## Available data
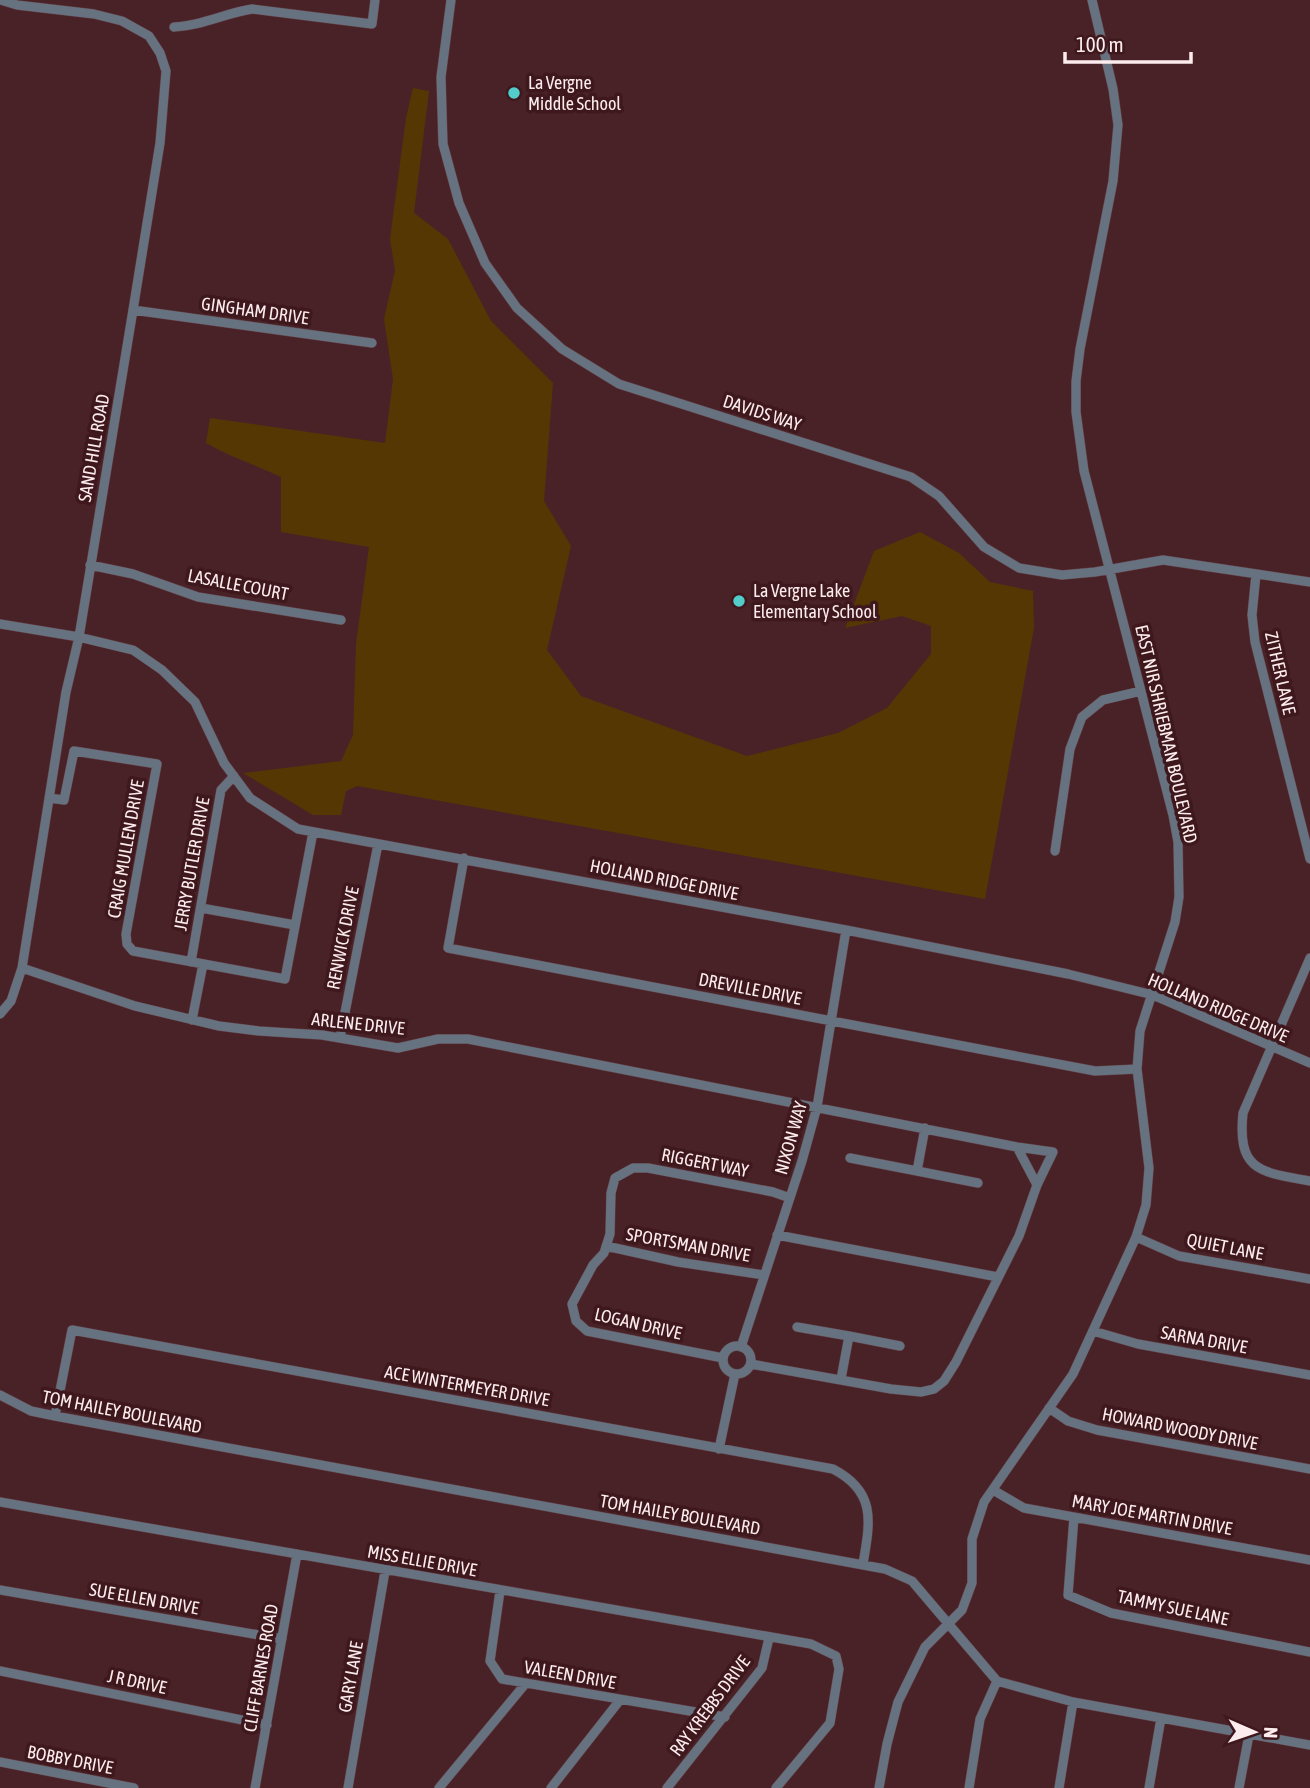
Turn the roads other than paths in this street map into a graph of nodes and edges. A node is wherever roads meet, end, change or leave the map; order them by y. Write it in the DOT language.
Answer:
graph roads {
  1 [pos="1,0"];
  2 [pos="375,0"];
  3 [pos="451,0"];
  4 [pos="1092,0"];
  5 [pos="174,27"];
  6 [pos="133,310"];
  7 [pos="372,344"];
  8 [pos="90,565"];
  9 [pos="1109,569"];
  10 [pos="1256,573"];
  11 [pos="1310,582"];
  12 [pos="341,620"];
  13 [pos="0,624"];
  14 [pos="79,637"];
  15 [pos="1141,691"];
  16 [pos="234,776"];
  17 [pos="49,798"];
  18 [pos="313,832"];
  19 [pos="378,844"];
  20 [pos="1055,851"];
  21 [pos="464,858"];
  22 [pos="1310,859"];
  23 [pos="201,908"];
  24 [pos="295,925"];
  25 [pos="846,930"];
  26 [pos="1310,958"];
  27 [pos="191,962"];
  28 [pos="203,964"];
  29 [pos="22,968"];
  30 [pos="1153,995"];
  31 [pos="0,1014"];
  32 [pos="192,1020"];
  33 [pos="830,1020"];
  34 [pos="340,1038"];
  35 [pos="1271,1048"];
  36 [pos="1310,1063"];
  37 [pos="1137,1069"];
  38 [pos="817,1107"];
  39 [pos="925,1128"];
  40 [pos="1017,1147"];
  41 [pos="850,1158"];
  42 [pos="917,1171"];
  43 [pos="615,1178"];
  44 [pos="1310,1181"];
  45 [pos="978,1183"];
  46 [pos="1037,1185"];
  47 [pos="790,1198"];
  48 [pos="777,1235"];
  49 [pos="1136,1237"];
  50 [pos="606,1246"];
  51 [pos="764,1275"];
  52 [pos="998,1277"];
  53 [pos="1310,1279"];
  54 [pos="797,1327"];
  55 [pos="1093,1331"];
  56 [pos="849,1336"];
  57 [pos="900,1346"];
  58 [pos="741,1347"];
  59 [pos="723,1358"];
  60 [pos="751,1364"];
  61 [pos="735,1374"];
  62 [pos="1310,1375"];
  63 [pos="841,1379"];
  64 [pos="0,1395"];
  65 [pos="1049,1408"];
  66 [pos="55,1416"];
  67 [pos="719,1448"];
  68 [pos="1310,1469"];
  69 [pos="993,1490"];
  70 [pos="0,1502"];
  71 [pos="1074,1517"];
  72 [pos="297,1554"];
  73 [pos="1310,1560"];
  74 [pos="863,1564"];
  75 [pos="385,1571"];
  76 [pos="0,1590"];
  77 [pos="500,1591"];
  78 [pos="948,1623"];
  79 [pos="769,1638"];
  80 [pos="282,1639"];
  81 [pos="1310,1651"];
  82 [pos="0,1671"];
  83 [pos="997,1681"];
  84 [pos="526,1684"];
  85 [pos="620,1700"];
  86 [pos="1073,1702"];
  87 [pos="724,1717"];
  88 [pos="1161,1718"];
  89 [pos="267,1725"];
  90 [pos="1249,1735"];
  91 [pos="1310,1745"];
  92 [pos="0,1762"];
  93 [pos="134,1788"];
  94 [pos="256,1788"];
  95 [pos="348,1788"];
  96 [pos="439,1788"];
  97 [pos="551,1788"];
  98 [pos="667,1788"];
  99 [pos="776,1788"];
  100 [pos="879,1788"];
  101 [pos="969,1788"];
  102 [pos="1059,1788"];
  103 [pos="1149,1788"];
  104 [pos="1240,1788"];
  1 -- 6 [label="street, SAND HILL ROAD"];
  2 -- 5 [label="street"];
  3 -- 9 [label="street, DAVIDS WAY"];
  4 -- 9 [label="street, EAST NIR SHRIEBMAN BOULEVARD"];
  6 -- 7 [label="street, GINGHAM DRIVE"];
  6 -- 8 [label="street, SAND HILL ROAD"];
  8 -- 12 [label="street, LASALLE COURT"];
  8 -- 14 [label="street, SAND HILL ROAD"];
  9 -- 10 [label="street, DAVIDS WAY"];
  9 -- 15 [label="street, EAST NIR SHRIEBMAN BOULEVARD"];
  10 -- 11 [label="street, DAVIDS WAY"];
  10 -- 22 [label="street, ZITHER LANE"];
  13 -- 14 [label="street, HOLLAND RIDGE DRIVE"];
  14 -- 16 [label="street, HOLLAND RIDGE DRIVE"];
  14 -- 17 [label="street, SAND HILL ROAD"];
  15 -- 20 [label="street"];
  15 -- 30 [label="street, EAST NIR SHRIEBMAN BOULEVARD"];
  16 -- 18 [label="street, HOLLAND RIDGE DRIVE"];
  16 -- 23 [label="street, JERRY BUTLER DRIVE"];
  17 -- 27 [label="street, CRAIG MULLEN DRIVE"];
  17 -- 29 [label="street, SAND HILL ROAD"];
  18 -- 19 [label="street, HOLLAND RIDGE DRIVE"];
  18 -- 24 [label="street"];
  19 -- 21 [label="street, HOLLAND RIDGE DRIVE"];
  19 -- 34 [label="street, RENWICK DRIVE"];
  21 -- 25 [label="street, HOLLAND RIDGE DRIVE"];
  21 -- 33 [label="street, DREVILLE DRIVE"];
  23 -- 24 [label="street"];
  23 -- 27 [label="street, JERRY BUTLER DRIVE"];
  24 -- 28 [label="street, CRAIG MULLEN DRIVE"];
  25 -- 30 [label="street, HOLLAND RIDGE DRIVE"];
  25 -- 33 [label="street, NIXON WAY"];
  26 -- 35 [label="street"];
  27 -- 28 [label="street, CRAIG MULLEN DRIVE"];
  28 -- 32 [label="street"];
  29 -- 31 [label="street, SAND HILL ROAD"];
  29 -- 32 [label="street, ARLENE DRIVE"];
  30 -- 35 [label="street, HOLLAND RIDGE DRIVE"];
  30 -- 37 [label="street, EAST NIR SHRIEBMAN BOULEVARD"];
  32 -- 34 [label="street, ARLENE DRIVE"];
  33 -- 37 [label="street, DREVILLE DRIVE"];
  33 -- 38 [label="street, NIXON WAY"];
  34 -- 38 [label="street, ARLENE DRIVE"];
  35 -- 36 [label="street, HOLLAND RIDGE DRIVE"];
  35 -- 44 [label="street"];
  37 -- 49 [label="street, EAST NIR SHRIEBMAN BOULEVARD"];
  38 -- 39 [label="street, ARLENE DRIVE"];
  38 -- 47 [label="street, NIXON WAY"];
  39 -- 40 [label="street, ARLENE DRIVE"];
  39 -- 42 [label="street"];
  40 -- 46 [label="street"];
  40 -- 46 [label="street, ARLENE DRIVE"];
  41 -- 42 [label="street"];
  42 -- 45 [label="street"];
  43 -- 47 [label="street, RIGGERT WAY"];
  43 -- 50 [label="street, LOGAN DRIVE"];
  46 -- 52 [label="street"];
  47 -- 48 [label="street, NIXON WAY"];
  48 -- 51 [label="street, NIXON WAY"];
  48 -- 52 [label="street"];
  49 -- 53 [label="street, QUIET LANE"];
  49 -- 55 [label="street, EAST NIR SHRIEBMAN BOULEVARD"];
  50 -- 51 [label="street, SPORTSMAN DRIVE"];
  50 -- 59 [label="street, LOGAN DRIVE"];
  51 -- 58 [label="street, NIXON WAY"];
  52 -- 63 [label="street"];
  54 -- 56 [label="street"];
  55 -- 62 [label="street, SARNA DRIVE"];
  55 -- 65 [label="street, EAST NIR SHRIEBMAN BOULEVARD"];
  56 -- 57 [label="street"];
  56 -- 63 [label="street"];
  58 -- 59 [label="street"];
  58 -- 60 [label="street"];
  59 -- 61 [label="street"];
  60 -- 61 [label="street"];
  60 -- 63 [label="street"];
  61 -- 67 [label="street"];
  64 -- 66 [label="street, TOM HAILEY BOULEVARD"];
  65 -- 68 [label="street, HOWARD WOODY DRIVE"];
  65 -- 69 [label="street, EAST NIR SHRIEBMAN BOULEVARD"];
  66 -- 67 [label="street, ACE WINTERMEYER DRIVE"];
  66 -- 74 [label="street, TOM HAILEY BOULEVARD"];
  67 -- 74 [label="street, ACE WINTERMEYER DRIVE"];
  69 -- 71 [label="street, MARY JOE MARTIN DRIVE"];
  69 -- 78 [label="street, EAST NIR SHRIEBMAN BOULEVARD"];
  70 -- 72 [label="street, MISS ELLIE DRIVE"];
  71 -- 73 [label="street, MARY JOE MARTIN DRIVE"];
  71 -- 81 [label="street, TAMMY SUE LANE"];
  72 -- 75 [label="street, MISS ELLIE DRIVE"];
  72 -- 80 [label="street, CLIFF BARNES ROAD"];
  74 -- 78 [label="street, TOM HAILEY BOULEVARD"];
  75 -- 77 [label="street, MISS ELLIE DRIVE"];
  75 -- 95 [label="street, GARY LANE"];
  76 -- 80 [label="street, SUE ELLEN DRIVE"];
  77 -- 79 [label="street, MISS ELLIE DRIVE"];
  77 -- 84 [label="street, VALEEN DRIVE"];
  78 -- 83 [label="street, TOM HAILEY BOULEVARD"];
  78 -- 100 [label="street, EAST NIR SHRIEBMAN BOULEVARD"];
  79 -- 87 [label="street, RAY KREBBS DRIVE"];
  79 -- 99 [label="street, MISS ELLIE DRIVE"];
  80 -- 89 [label="street, CLIFF BARNES ROAD"];
  82 -- 89 [label="street, J R DRIVE"];
  83 -- 86 [label="street"];
  83 -- 101 [label="street"];
  84 -- 85 [label="street, VALEEN DRIVE"];
  84 -- 96 [label="street"];
  85 -- 87 [label="street, VALEEN DRIVE"];
  85 -- 97 [label="street"];
  86 -- 88 [label="street"];
  86 -- 102 [label="street"];
  87 -- 98 [label="street, RAY KREBBS DRIVE"];
  88 -- 90 [label="street"];
  88 -- 103 [label="street"];
  89 -- 94 [label="street, CLIFF BARNES ROAD"];
  90 -- 91 [label="street"];
  90 -- 104 [label="street"];
  92 -- 93 [label="street, BOBBY DRIVE"];
}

## What is needed
Pick out the lines above that hold the string "LANE" and show them.

## Written solution
  10 -- 22 [label="street, ZITHER LANE"];
  49 -- 53 [label="street, QUIET LANE"];
  71 -- 81 [label="street, TAMMY SUE LANE"];
  75 -- 95 [label="street, GARY LANE"];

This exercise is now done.